• What to work on: Word for word, copy the records and drop the pictures.

• Data for review:
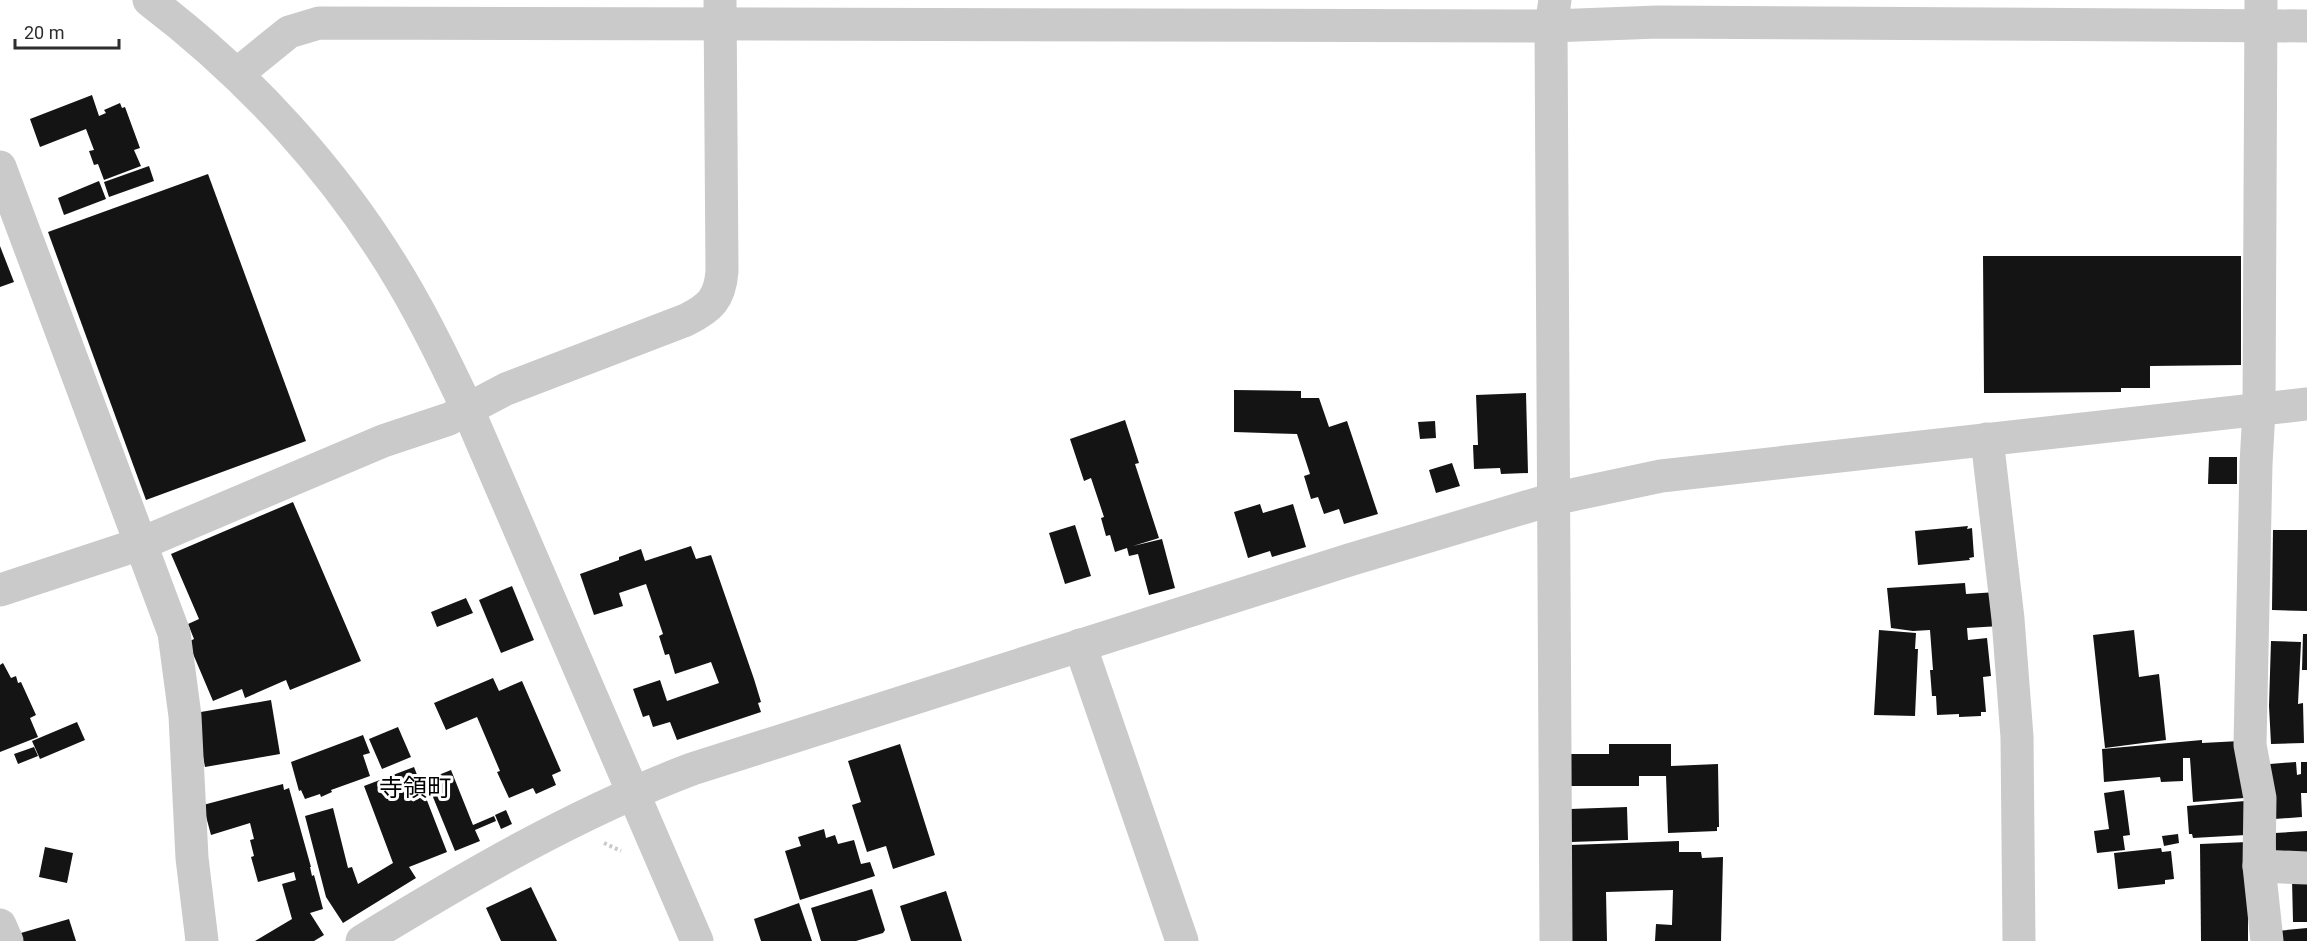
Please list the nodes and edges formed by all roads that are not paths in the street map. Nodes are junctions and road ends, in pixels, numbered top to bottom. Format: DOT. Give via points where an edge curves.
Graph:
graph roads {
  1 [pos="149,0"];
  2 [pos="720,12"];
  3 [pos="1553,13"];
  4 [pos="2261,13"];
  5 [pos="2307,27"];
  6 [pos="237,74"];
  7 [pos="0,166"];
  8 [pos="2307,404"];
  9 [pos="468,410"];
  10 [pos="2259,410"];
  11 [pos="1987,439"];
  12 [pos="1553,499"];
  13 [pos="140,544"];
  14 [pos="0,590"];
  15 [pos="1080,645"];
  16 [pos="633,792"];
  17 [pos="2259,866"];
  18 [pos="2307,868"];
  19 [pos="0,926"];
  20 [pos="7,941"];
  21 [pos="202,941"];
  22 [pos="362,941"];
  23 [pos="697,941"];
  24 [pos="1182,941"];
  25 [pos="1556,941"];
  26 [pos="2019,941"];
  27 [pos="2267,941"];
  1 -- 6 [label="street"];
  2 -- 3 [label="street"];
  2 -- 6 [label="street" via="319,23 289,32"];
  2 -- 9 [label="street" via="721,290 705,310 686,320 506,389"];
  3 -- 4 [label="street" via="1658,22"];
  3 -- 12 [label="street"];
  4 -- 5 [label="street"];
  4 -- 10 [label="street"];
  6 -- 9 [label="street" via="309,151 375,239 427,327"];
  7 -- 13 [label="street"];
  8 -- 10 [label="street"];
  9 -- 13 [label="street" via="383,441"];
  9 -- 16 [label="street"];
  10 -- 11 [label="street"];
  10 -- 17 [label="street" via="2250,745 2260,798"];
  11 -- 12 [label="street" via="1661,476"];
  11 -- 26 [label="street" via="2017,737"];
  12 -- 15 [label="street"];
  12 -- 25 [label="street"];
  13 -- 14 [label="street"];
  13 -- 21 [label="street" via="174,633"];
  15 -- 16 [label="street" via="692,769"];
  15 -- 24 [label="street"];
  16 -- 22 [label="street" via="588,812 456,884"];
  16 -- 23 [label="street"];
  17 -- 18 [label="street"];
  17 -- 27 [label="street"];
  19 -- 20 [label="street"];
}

• Result of this exercise:
Please list the nodes and edges formed by all roads that are not paths in the street map. Nodes are junctions and road ends, in pixels, numbered top to bottom. Format: DOT. Give via points where an edge curves.
Graph:
graph roads {
  1 [pos="149,0"];
  2 [pos="720,12"];
  3 [pos="1553,13"];
  4 [pos="2261,13"];
  5 [pos="2307,27"];
  6 [pos="237,74"];
  7 [pos="0,166"];
  8 [pos="2307,404"];
  9 [pos="468,410"];
  10 [pos="2259,410"];
  11 [pos="1987,439"];
  12 [pos="1553,499"];
  13 [pos="140,544"];
  14 [pos="0,590"];
  15 [pos="1080,645"];
  16 [pos="633,792"];
  17 [pos="2259,866"];
  18 [pos="2307,868"];
  19 [pos="0,926"];
  20 [pos="7,941"];
  21 [pos="202,941"];
  22 [pos="362,941"];
  23 [pos="697,941"];
  24 [pos="1182,941"];
  25 [pos="1556,941"];
  26 [pos="2019,941"];
  27 [pos="2267,941"];
  1 -- 6 [label="street"];
  2 -- 3 [label="street"];
  2 -- 6 [label="street" via="319,23 289,32"];
  2 -- 9 [label="street" via="721,290 705,310 686,320 506,389"];
  3 -- 4 [label="street" via="1658,22"];
  3 -- 12 [label="street"];
  4 -- 5 [label="street"];
  4 -- 10 [label="street"];
  6 -- 9 [label="street" via="309,151 375,239 427,327"];
  7 -- 13 [label="street"];
  8 -- 10 [label="street"];
  9 -- 13 [label="street" via="383,441"];
  9 -- 16 [label="street"];
  10 -- 11 [label="street"];
  10 -- 17 [label="street" via="2250,745 2260,798"];
  11 -- 12 [label="street" via="1661,476"];
  11 -- 26 [label="street" via="2017,737"];
  12 -- 15 [label="street"];
  12 -- 25 [label="street"];
  13 -- 14 [label="street"];
  13 -- 21 [label="street" via="174,633"];
  15 -- 16 [label="street" via="692,769"];
  15 -- 24 [label="street"];
  16 -- 22 [label="street" via="588,812 456,884"];
  16 -- 23 [label="street"];
  17 -- 18 [label="street"];
  17 -- 27 [label="street"];
  19 -- 20 [label="street"];
}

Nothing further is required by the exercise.